Abdulbakî Gölpınarlı:
O, siz dedi tanınmamış kimselersiniz.
Şaban Piriş:
Siz, tanınmayan kimselersiniz, dedi Lût.
Edip Yüksel:
(Lut:) "Siz, bizce tanınmayan bir topluluksunuz," dedi.
Ali Bulaç:
(Lut) Dedi ki: "Sizler gerçekten tanınmamış bir topluluksunuz."
Suat Yıldırım:
Elçiler Lut'un evine gelince O: “Doğrusu, siz ürkülecek kimselersiniz.” dedi.
Ömer Nasuhi Bilmen:
(Lut aleyhisselâm) Dedi ki: «Muhakkak siz, meçhul bir tâifesiniz.»
Yaşar Nuri Öztürk:
Lût: "Siz tanınmayan kimselersiniz." dedi.
Bekir Sadak:
sehir halki, sevinerek geldiler.
İbni Kesir:
Lut: Doğrusu siz, tanınmamış kimselersiniz, dedi.
Adem Uğur:
Lût onlara: "
İskender Ali Mihr:
(Lut (A.S) şöyle) dedi: “Muhakkak ki
Celal Yıldırım:
Lût, onlara : «Elbette (yabancısınız) tanınan bir topluluk değilsiniz,» dedi.
Tefhim ul Kuran:
(Lut) Dedi ki: «Sizler gerçekten tanınmamış bir topluluksunuz.»
Fransızca:
celui-ci dit : "Vous êtes [pour moi] des gens inconnus".
İspanyolca:
dijo: «Sois gente desconocida».
İtalyanca:
[questi] disse loro: «Invero siete gente che non conosciamo».
Almanca:
sagte er: "Ihr seid ziemlich unbekannte Leute."
Çince:
他说:你们确是一些陌生的人。
Hollandaca:
Zeide hij tot hen: Waarlijk, gij zijt een volk, dat mij onbekend is.
Rusça:
он сказал: "Воистину, вы - люди незнакомые".
Somalice:
Wuxuu yidhi Idinku waxaad Tihiin Qoom aan la Garanaynin.
Swahilice:
Alisema (Luut'i): Hakika nyinyi ni watu msio juulikana.
Uygurca:
لۇت: «سىلەر ھەقىقەتەن ناتونۇش ئادەملەرغۇ؟» دېدى
Japonca:
かれは言った。「あなたがたは,見なれない方がたです。
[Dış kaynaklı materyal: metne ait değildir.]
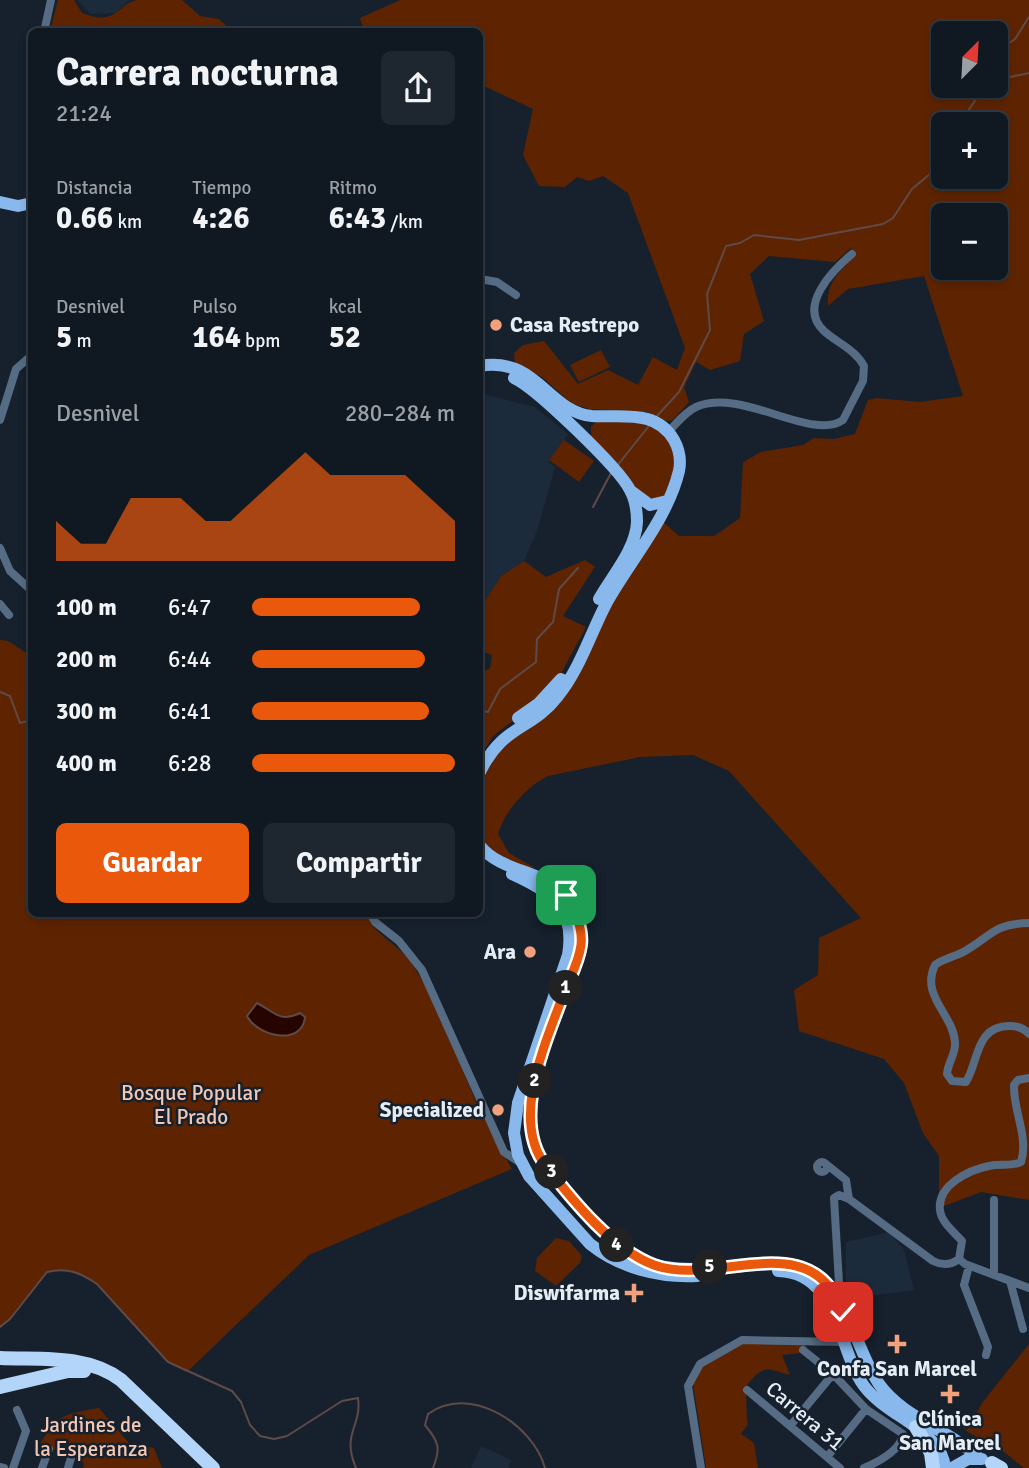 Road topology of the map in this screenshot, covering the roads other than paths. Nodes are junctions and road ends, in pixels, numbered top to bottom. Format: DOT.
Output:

」
Arapça (Ürdün):
«قال» لهم «إنكم قوم منكرون» لا أعرفكم.
Hintçe:
फरिश्तों ने कहा (नहीं) बल्कि हम तो आपके पास वह (अज़ाब) लेकर आए हैं
Tayca:
เขา (บริวารของลูฏ) กล่าวว่า “แท้จริงพวกท่านเป็นกลุ่มชนที่ไม่คุ้นหน้า”
İbranice:
אמר להם: ' הן, אינכם מוכרים לי
Hırvatça:
on reče: "Vi ste, doista, ljudi neznani!"
Rumence:
acesta spuse: “Voi sunteţi nerecunoscători.”
Transliteration:
Qala innakum qawmun munkaroona
Türkçe:
Lût: "Siz tanınmayan kimselersiniz." dedi.
Sahih International:
He said, "Indeed, you are people unknown."
İngilizce:
He said: "Ye appear to be uncommon folk."
Azerbaycanca:
(Lut) dedi: “Siz yad adamlarsınız (mən sizi tanımıram)!”
Süleyman Ateş:
(Lut): "Siz hiç tanınmamış kimselersiniz!" dedi.
Diyanet Vakfı:
Lut onlara: "Hakikaten siz tanınmayan kimselersiniz" dedi.
Erhan Aktaş:
Lût: “Doğrusu çekinilecek kimselersiniz.” dedi.
Kral Fahd:
Lût onlara: «Hakikaten siz tanınmayan kimselersiniz» dedi.
Hasan Basri Çantay:
(Lût) dedi ki: «Herhalde siz tanınmamış bir zümresiniz».
Muhammed Esed:
(Lut onlara): "Doğrusu, siz (burada) tanınmayan kimselersiniz!" dedi.
Gültekin Onan:
(Lut) Dedi ki: "
Ali Fikri Yavuz:
Lût dedi ki: “- Doğrusu siz ürkülecek bir kavimsiniz
Portekizce:
Este lhes disse: Pareceis estranhos a mim!
İsveççe:
sade han: "Jag känner er inte."
Farsça:
لوط گفت: بی تردید شما گروهی ناشناخته اید.
Kürtçe:
(لوط) ووتی بەڕاستی ئێوە دەستەیەکی نەناسراون
Özbekçe:
У: «Албатта, сиз нотаниш қавмсиз», деди.
Malayca:
Nabi Lut berkata: "Sesungguhnya kamu suatu kaum yang tidak dikenali (serta tidak diketahui baiknya kedatangan kamu)".
Arnavutça:
(Luti) tha: “Ju, me të vërtetë, jeni njerz të panjohur!”
Bulgarca:
той каза: “Вие сте непознати хора.”
Sırpça:
он рече: „Ви сте, заиста, непознати људи!“
Çekçe:
pravil Lot: 'Věru jste pro mne lidé podezřelí!'
Urduca:
تو اُس نے کہا "آپ لوگ اجنبی معلوم ہوتے ہیں"
Tacikçe:
Лут гуфт: «Шумо бегонаед».
Tatarca:
Лут әйтте: "Сез ят кунакларсыз, без сезне танымыйбыз".
Endonezyaca:
ia berkata: "Sesungguhnya kamu adalah orang-orang yang tidak dikenal".
Amharca:
(ሉጥ) «እናንተ የተሳታችሁ ሕዝቦች ናችሁ» አላቸው፡፡
Tamilce:
அவர் கூறினார்: “நிச்சயமாக நீங்கள் அறிமுகமற்ற கூட்டமாகும்!”
Korece:
룻이 내가 알지 못하는 당신들은 누구이뇨 라고 말하니
Vietnamca:
(Lut) bảo: “Quả thật, các vị là những vị khách lạ mặt.”